* [Description of the task]:
A faithful copy of every entry is the goal; keep the images out of it.

* [Data for this exercise]:
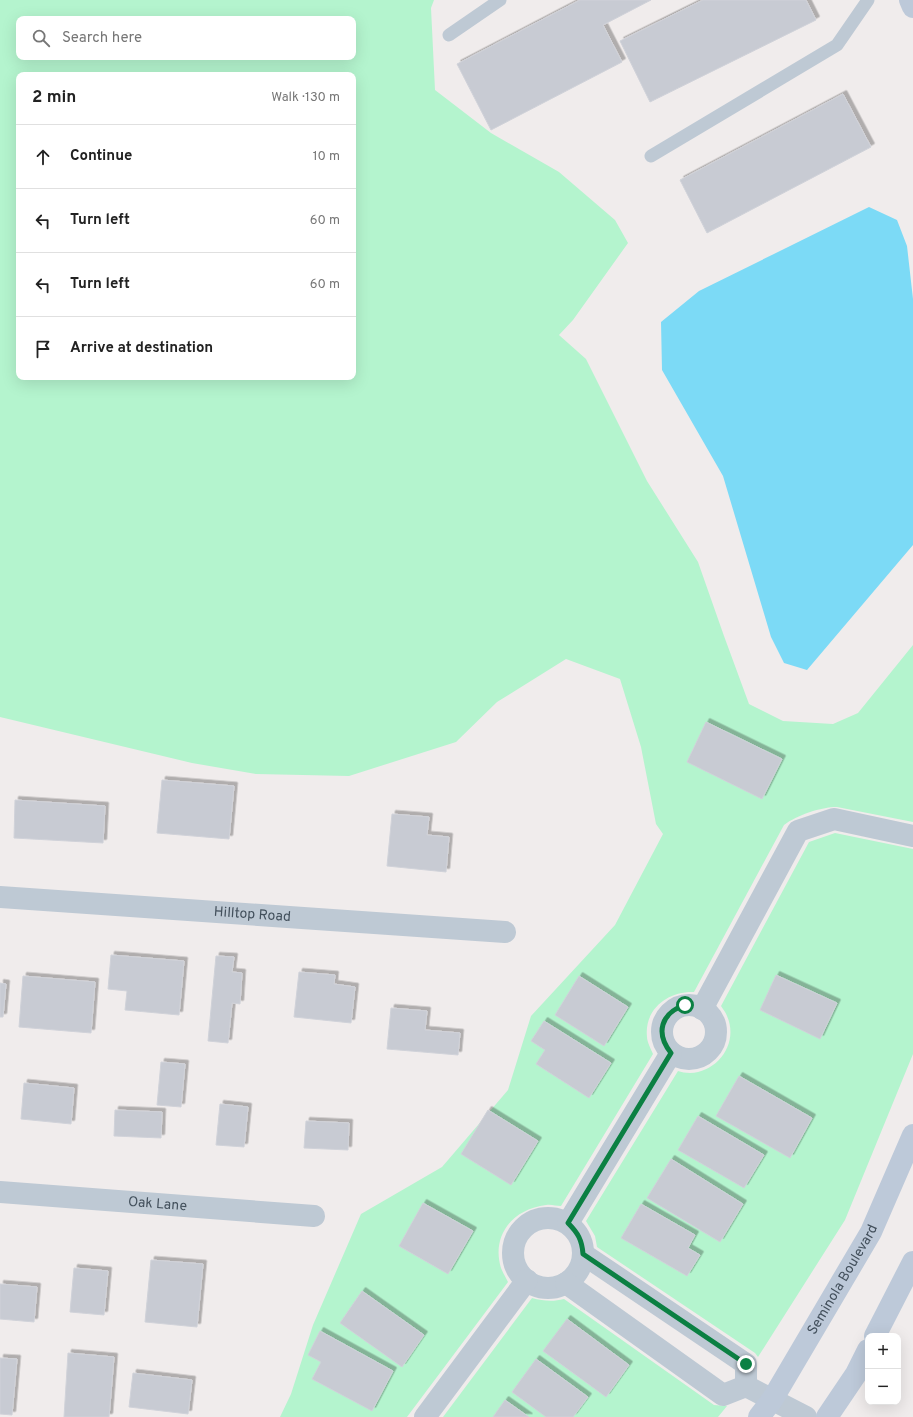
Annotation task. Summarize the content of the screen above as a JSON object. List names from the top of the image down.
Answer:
{
  "streets": {
    "main road": ["Seminola Boulevard"],
    "street": ["Hilltop Road", "Oak Lane"]
  },
  "page": {
    "search": "Search here",
    "heading": ["2 min", "Walk · 130 m"],
    "list": [
      ["Continue", "10 m"],
      ["Turn left", "60 m"],
      ["Turn left", "60 m"],
      "Arrive at destination"
    ],
    "map_buttons": ["+", "−"]
  }
}
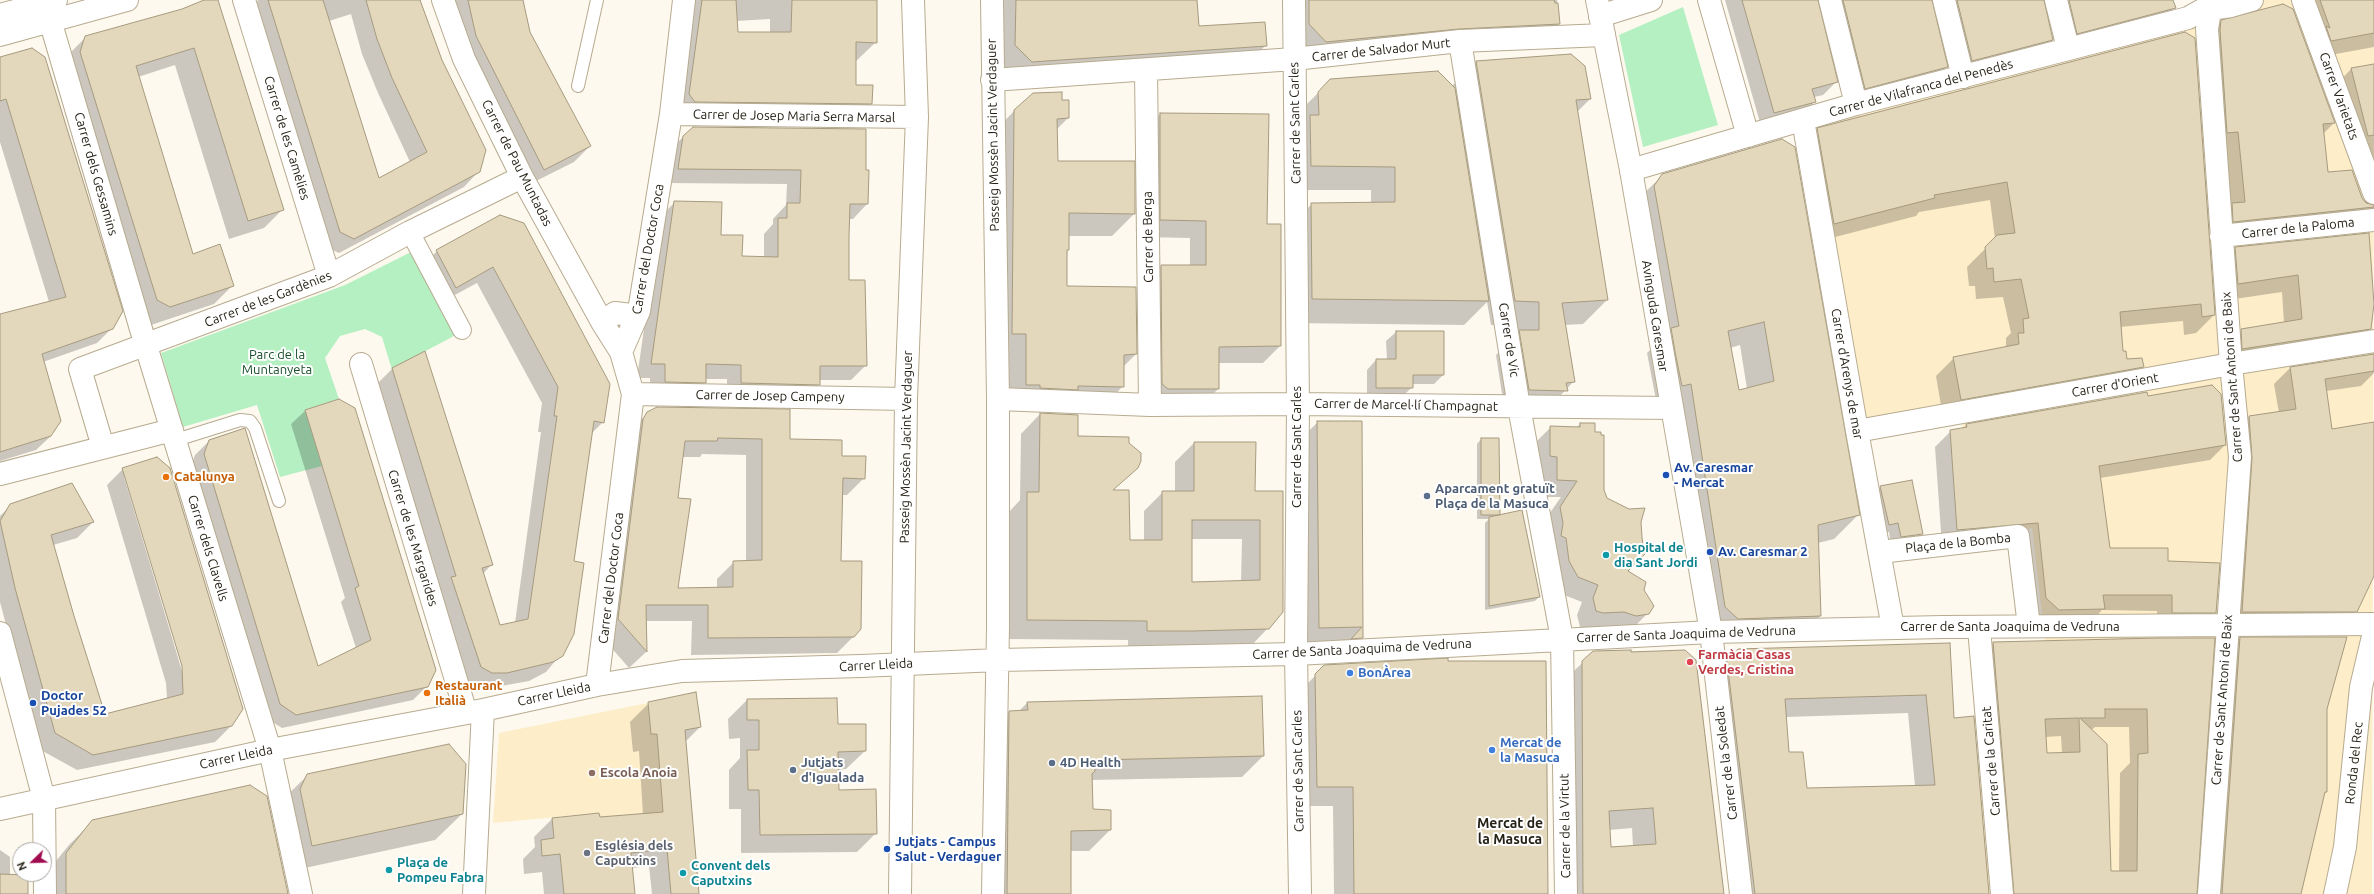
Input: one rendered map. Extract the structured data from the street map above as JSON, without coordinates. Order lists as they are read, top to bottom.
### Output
{
  "streets": {
    "street": [
      "Carrer de Salvador Murt",
      "Carrer de Vilafranca del Penedès",
      "Carrer Varietats",
      "Carrer de Josep Maria Serra Marsal",
      "Carrer de Sant Carles",
      "Passeig Mossèn Jacint Verdaguer",
      "Carrer de les Camèlies",
      "Carrer de Pau Muntadas",
      "Carrer dels Gessamins",
      "Carrer de la Paloma",
      "Carrer de Berga",
      "Carrer del Doctor Coca",
      "Carrer de les Gardènies",
      "Avinguda Caresmar",
      "Carrer de Vic",
      "Carrer d'Arenys de mar",
      "Carrer de Sant Antoni de Baix",
      "Carrer d'Orient",
      "Carrer de Josep Campeny",
      "Carrer de Marcel·lí Champagnat",
      "Carrer de les Margarides",
      "Plaça de la Bomba",
      "Carrer dels Clavells",
      "Carrer de Santa Joaquima de Vedruna",
      "Carrer Lleida",
      "Carrer de la Caritat",
      "Carrer de la Soledat",
      "Ronda del Rec",
      "Carrer de la Virtut"
    ]
  },
  "crossings": [
    ["Carrer de Salvador Murt", "Carrer de Sant Carles"],
    ["Carrer de Salvador Murt", "Passeig Mossèn Jacint Verdaguer"],
    ["Carrer de Salvador Murt", "Carrer de Berga"],
    ["Carrer de Salvador Murt", "Avinguda Caresmar"],
    ["Carrer de Salvador Murt", "Carrer de Vic"],
    ["Carrer de Vilafranca del Penedès", "Avinguda Caresmar"],
    ["Carrer de Vilafranca del Penedès", "Carrer d'Arenys de mar"],
    ["Carrer de Vilafranca del Penedès", "Carrer de Sant Antoni de Baix"],
    ["Carrer de Josep Maria Serra Marsal", "Passeig Mossèn Jacint Verdaguer"],
    ["Carrer de Josep Maria Serra Marsal", "Carrer del Doctor Coca"],
    ["Carrer de Sant Carles", "Carrer de Marcel·lí Champagnat"],
    ["Carrer de Sant Carles", "Carrer de Santa Joaquima de Vedruna"],
    ["Passeig Mossèn Jacint Verdaguer", "Carrer de Josep Campeny"],
    ["Passeig Mossèn Jacint Verdaguer", "Carrer de Marcel·lí Champagnat"],
    ["Passeig Mossèn Jacint Verdaguer", "Carrer de Santa Joaquima de Vedruna"],
    ["Passeig Mossèn Jacint Verdaguer", "Carrer Lleida"],
    ["Carrer de les Camèlies", "Carrer de les Gardènies"],
    ["Carrer de Pau Muntadas", "Carrer del Doctor Coca"],
    ["Carrer de Pau Muntadas", "Carrer de les Gardènies"],
    ["Carrer dels Gessamins", "Carrer de les Gardènies"],
    ["Carrer dels Gessamins", "Carrer dels Clavells"],
    ["Carrer de la Paloma", "Carrer de Sant Antoni de Baix"],
    ["Carrer de Berga", "Carrer de Marcel·lí Champagnat"],
    ["Carrer del Doctor Coca", "Carrer de Josep Campeny"],
    ["Carrer del Doctor Coca", "Carrer Lleida"],
    ["Carrer de les Gardènies", "Carrer dels Clavells"],
    ["Avinguda Caresmar", "Carrer de Marcel·lí Champagnat"],
    ["Avinguda Caresmar", "Carrer de Santa Joaquima de Vedruna"],
    ["Avinguda Caresmar", "Carrer de la Soledat"],
    ["Carrer de Vic", "Carrer de Marcel·lí Champagnat"],
    ["Carrer de Vic", "Carrer de Santa Joaquima de Vedruna"],
    ["Carrer de Vic", "Carrer de la Virtut"],
    ["Carrer d'Arenys de mar", "Carrer d'Orient"],
    ["Carrer d'Arenys de mar", "Plaça de la Bomba"],
    ["Carrer d'Arenys de mar", "Carrer de Santa Joaquima de Vedruna"],
    ["Carrer de Sant Antoni de Baix", "Carrer d'Orient"],
    ["Carrer de Sant Antoni de Baix", "Carrer de Santa Joaquima de Vedruna"],
    ["Carrer de les Margarides", "Carrer Lleida"],
    ["Plaça de la Bomba", "Carrer de Santa Joaquima de Vedruna"],
    ["Carrer dels Clavells", "Carrer Lleida"],
    ["Carrer de Santa Joaquima de Vedruna", "Carrer Lleida"],
    ["Carrer de Santa Joaquima de Vedruna", "Carrer de la Caritat"],
    ["Carrer de Santa Joaquima de Vedruna", "Carrer de la Soledat"],
    ["Carrer de Santa Joaquima de Vedruna", "Carrer de la Virtut"]
  ],
  "districts": ["Mercat de la Masuca"],
  "parks": ["Parc de la Muntanyeta"],
  "places": [
    "Av. Caresmar - Mercat",
    "Catalunya",
    "Aparcament gratuït Plaça de la Masuca",
    "Av. Caresmar 2",
    "Hospital de dia Sant Jordi",
    "Farmàcia Casas Verdes, Cristina",
    "BonÀrea",
    "Restaurant Italià",
    "Doctor Pujades 52",
    "Mercat de la Masuca",
    "4D Health",
    "Jutjats d'Igualada",
    "Escola Anoia",
    "Jutjats - Campus Salut - Verdaguer",
    "Església dels Caputxins",
    "Plaça de Pompeu Fabra",
    "Convent dels Caputxins"
  ],
  "north": "bottom left"
}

* [Result]:
Annotation task. Summarize the content of the screen above as a JSON object. List names from the top of the image down.
Answer:
{
  "streets": {
    "main road": ["Seminola Boulevard"],
    "street": ["Hilltop Road", "Oak Lane"]
  },
  "page": {
    "search": "Search here",
    "heading": ["2 min", "Walk · 130 m"],
    "list": [
      ["Continue", "10 m"],
      ["Turn left", "60 m"],
      ["Turn left", "60 m"],
      "Arrive at destination"
    ],
    "map_buttons": ["+", "−"]
  }
}
Input: one rendered map. Extract the structured data from the street map above as JSON, without coordinates. Order lists as they are read, top to bottom.
### Output
{
  "streets": {
    "street": [
      "Carrer de Salvador Murt",
      "Carrer de Vilafranca del Penedès",
      "Carrer Varietats",
      "Carrer de Josep Maria Serra Marsal",
      "Carrer de Sant Carles",
      "Passeig Mossèn Jacint Verdaguer",
      "Carrer de les Camèlies",
      "Carrer de Pau Muntadas",
      "Carrer dels Gessamins",
      "Carrer de la Paloma",
      "Carrer de Berga",
      "Carrer del Doctor Coca",
      "Carrer de les Gardènies",
      "Avinguda Caresmar",
      "Carrer de Vic",
      "Carrer d'Arenys de mar",
      "Carrer de Sant Antoni de Baix",
      "Carrer d'Orient",
      "Carrer de Josep Campeny",
      "Carrer de Marcel·lí Champagnat",
      "Carrer de les Margarides",
      "Plaça de la Bomba",
      "Carrer dels Clavells",
      "Carrer de Santa Joaquima de Vedruna",
      "Carrer Lleida",
      "Carrer de la Caritat",
      "Carrer de la Soledat",
      "Ronda del Rec",
      "Carrer de la Virtut"
    ]
  },
  "crossings": [
    ["Carrer de Salvador Murt", "Carrer de Sant Carles"],
    ["Carrer de Salvador Murt", "Passeig Mossèn Jacint Verdaguer"],
    ["Carrer de Salvador Murt", "Carrer de Berga"],
    ["Carrer de Salvador Murt", "Avinguda Caresmar"],
    ["Carrer de Salvador Murt", "Carrer de Vic"],
    ["Carrer de Vilafranca del Penedès", "Avinguda Caresmar"],
    ["Carrer de Vilafranca del Penedès", "Carrer d'Arenys de mar"],
    ["Carrer de Vilafranca del Penedès", "Carrer de Sant Antoni de Baix"],
    ["Carrer de Josep Maria Serra Marsal", "Passeig Mossèn Jacint Verdaguer"],
    ["Carrer de Josep Maria Serra Marsal", "Carrer del Doctor Coca"],
    ["Carrer de Sant Carles", "Carrer de Marcel·lí Champagnat"],
    ["Carrer de Sant Carles", "Carrer de Santa Joaquima de Vedruna"],
    ["Passeig Mossèn Jacint Verdaguer", "Carrer de Josep Campeny"],
    ["Passeig Mossèn Jacint Verdaguer", "Carrer de Marcel·lí Champagnat"],
    ["Passeig Mossèn Jacint Verdaguer", "Carrer de Santa Joaquima de Vedruna"],
    ["Passeig Mossèn Jacint Verdaguer", "Carrer Lleida"],
    ["Carrer de les Camèlies", "Carrer de les Gardènies"],
    ["Carrer de Pau Muntadas", "Carrer del Doctor Coca"],
    ["Carrer de Pau Muntadas", "Carrer de les Gardènies"],
    ["Carrer dels Gessamins", "Carrer de les Gardènies"],
    ["Carrer dels Gessamins", "Carrer dels Clavells"],
    ["Carrer de la Paloma", "Carrer de Sant Antoni de Baix"],
    ["Carrer de Berga", "Carrer de Marcel·lí Champagnat"],
    ["Carrer del Doctor Coca", "Carrer de Josep Campeny"],
    ["Carrer del Doctor Coca", "Carrer Lleida"],
    ["Carrer de les Gardènies", "Carrer dels Clavells"],
    ["Avinguda Caresmar", "Carrer de Marcel·lí Champagnat"],
    ["Avinguda Caresmar", "Carrer de Santa Joaquima de Vedruna"],
    ["Avinguda Caresmar", "Carrer de la Soledat"],
    ["Carrer de Vic", "Carrer de Marcel·lí Champagnat"],
    ["Carrer de Vic", "Carrer de Santa Joaquima de Vedruna"],
    ["Carrer de Vic", "Carrer de la Virtut"],
    ["Carrer d'Arenys de mar", "Carrer d'Orient"],
    ["Carrer d'Arenys de mar", "Plaça de la Bomba"],
    ["Carrer d'Arenys de mar", "Carrer de Santa Joaquima de Vedruna"],
    ["Carrer de Sant Antoni de Baix", "Carrer d'Orient"],
    ["Carrer de Sant Antoni de Baix", "Carrer de Santa Joaquima de Vedruna"],
    ["Carrer de les Margarides", "Carrer Lleida"],
    ["Plaça de la Bomba", "Carrer de Santa Joaquima de Vedruna"],
    ["Carrer dels Clavells", "Carrer Lleida"],
    ["Carrer de Santa Joaquima de Vedruna", "Carrer Lleida"],
    ["Carrer de Santa Joaquima de Vedruna", "Carrer de la Caritat"],
    ["Carrer de Santa Joaquima de Vedruna", "Carrer de la Soledat"],
    ["Carrer de Santa Joaquima de Vedruna", "Carrer de la Virtut"]
  ],
  "districts": ["Mercat de la Masuca"],
  "parks": ["Parc de la Muntanyeta"],
  "places": [
    "Av. Caresmar - Mercat",
    "Catalunya",
    "Aparcament gratuït Plaça de la Masuca",
    "Av. Caresmar 2",
    "Hospital de dia Sant Jordi",
    "Farmàcia Casas Verdes, Cristina",
    "BonÀrea",
    "Restaurant Italià",
    "Doctor Pujades 52",
    "Mercat de la Masuca",
    "4D Health",
    "Jutjats d'Igualada",
    "Escola Anoia",
    "Jutjats - Campus Salut - Verdaguer",
    "Església dels Caputxins",
    "Plaça de Pompeu Fabra",
    "Convent dels Caputxins"
  ],
  "north": "bottom left"
}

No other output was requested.